Molto preoccupato della situazione Covid in Cina è Matteo Bassetti, direttore della Clinica di malattie infettive del policlinico San Martino di Genova, il quale ha sottolineato che “sono un miliardo e mezzo di persone e, con un virus che contagerà probabilmente il 50% circa della popolazione, si pensi a quanti giri farà questo patogeno. Il rischio è di avere un ‘fuoco di ritorno’ delle persone che viaggeranno e arriveranno qua e che magari potranno portare delle varianti più contagiose, anche se speriamo non più pericolose. Del resto, però, se una variante è resistente alle vaccinazioni è automaticamente più pericolosa e mi auguro che tutto questo non succeda”. “Ci vuole, a mio avviso – ha precisato l’esperto – un intervento urgente da parte dell’Organizzazione mondiale della sanità (Oms) e di tutto il mondo per dare una mano alla Cina in questo momento, mandare dei vaccini che funzionano e dei farmaci, degli antivirali. Credo sia arrivato il momento di farlo, perché il mondo è globale e, se le cose vanno male in una parte del globo, rischiano di ritornarci indietro in forma anche peggiore”.

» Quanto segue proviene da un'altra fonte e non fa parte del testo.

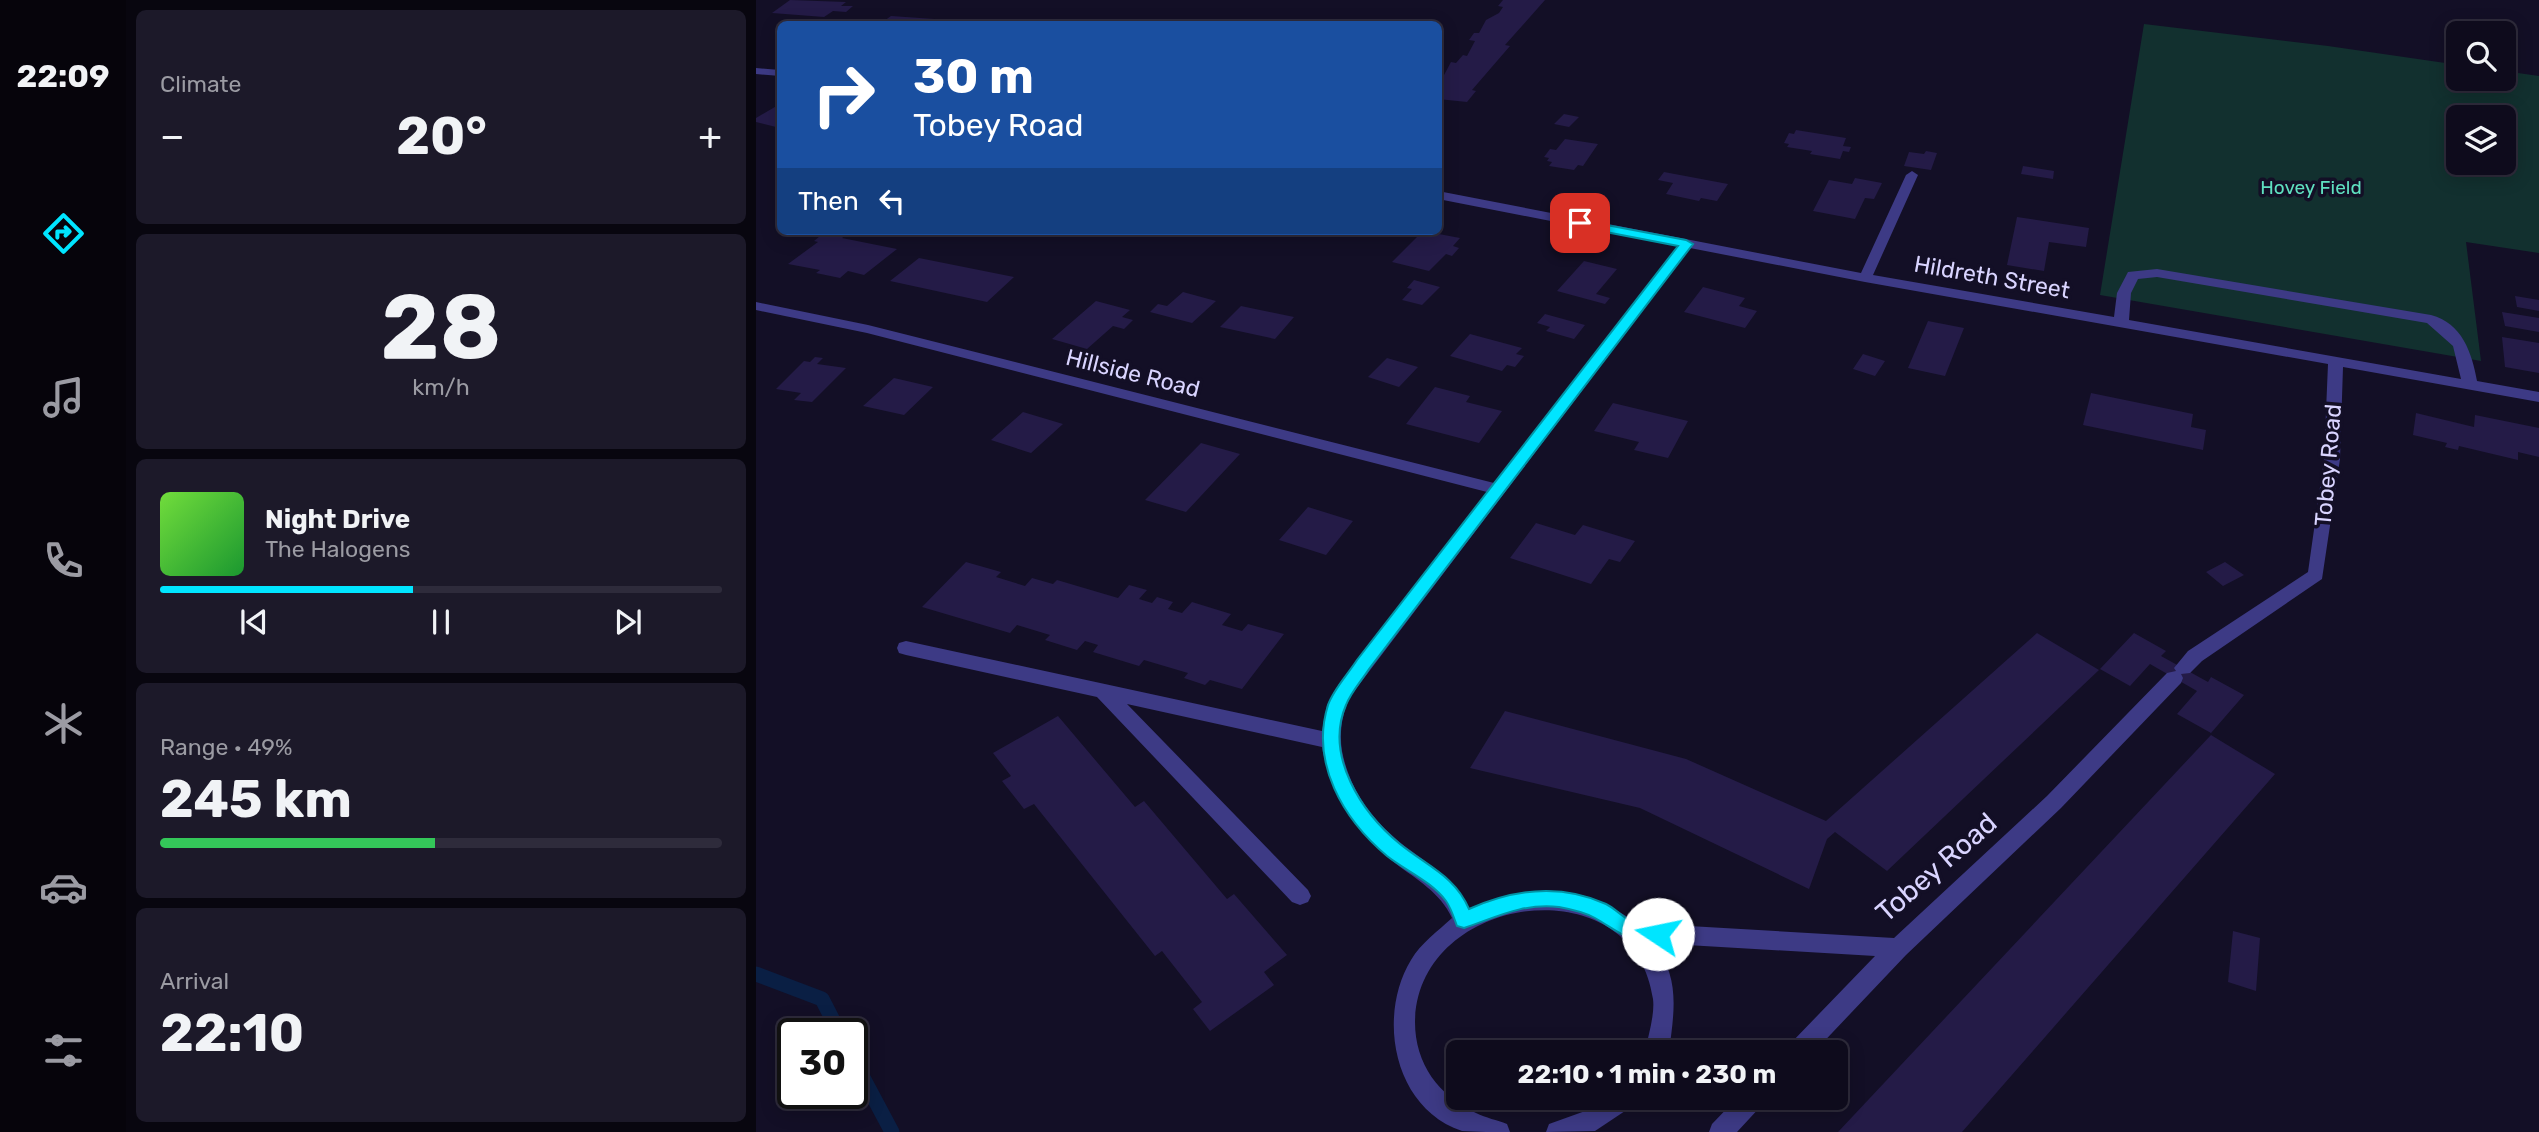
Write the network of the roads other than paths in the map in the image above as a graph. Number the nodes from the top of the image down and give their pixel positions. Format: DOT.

“Il problema della Cina è che è tutto un po’ sfumato dal fatto che non capiamo bene la situazione”, ha detto il virologo Massimo Clementi. “Perché prima c’è questa volontà draconiana di perseguire Zero Covid e adesso, improvvisamente con uno schiocco di dita, tutti liberi. Questo oggettivamente sembra un po’ singolare. Ci sono delle motivazioni, ovviamente: si sono accorti che l’approccio ha isolato la Cina, anche economicamente. Tutto questo, però, non è avvenuto in un momento soltanto, è avvenuto nel tempo. Ed è un po’ singolare – conclude Clementi – che per un Paese così grande ci sia una decisione così improvvisa” di virare le politiche anti-Covid dalla chiusura totale all’apertura.
Se per gli esperti la situazione in Cina è preoccupante e potrebbe avere ripercussioni in Italia e nel resto del mondo, il 41% degli italiani pensa che il peggio sia passato e il 49% ritiene che oggi Covid-19 sia meno pericoloso di prima. Lo rende noto l’ultima indagine di EngageMinds Hub.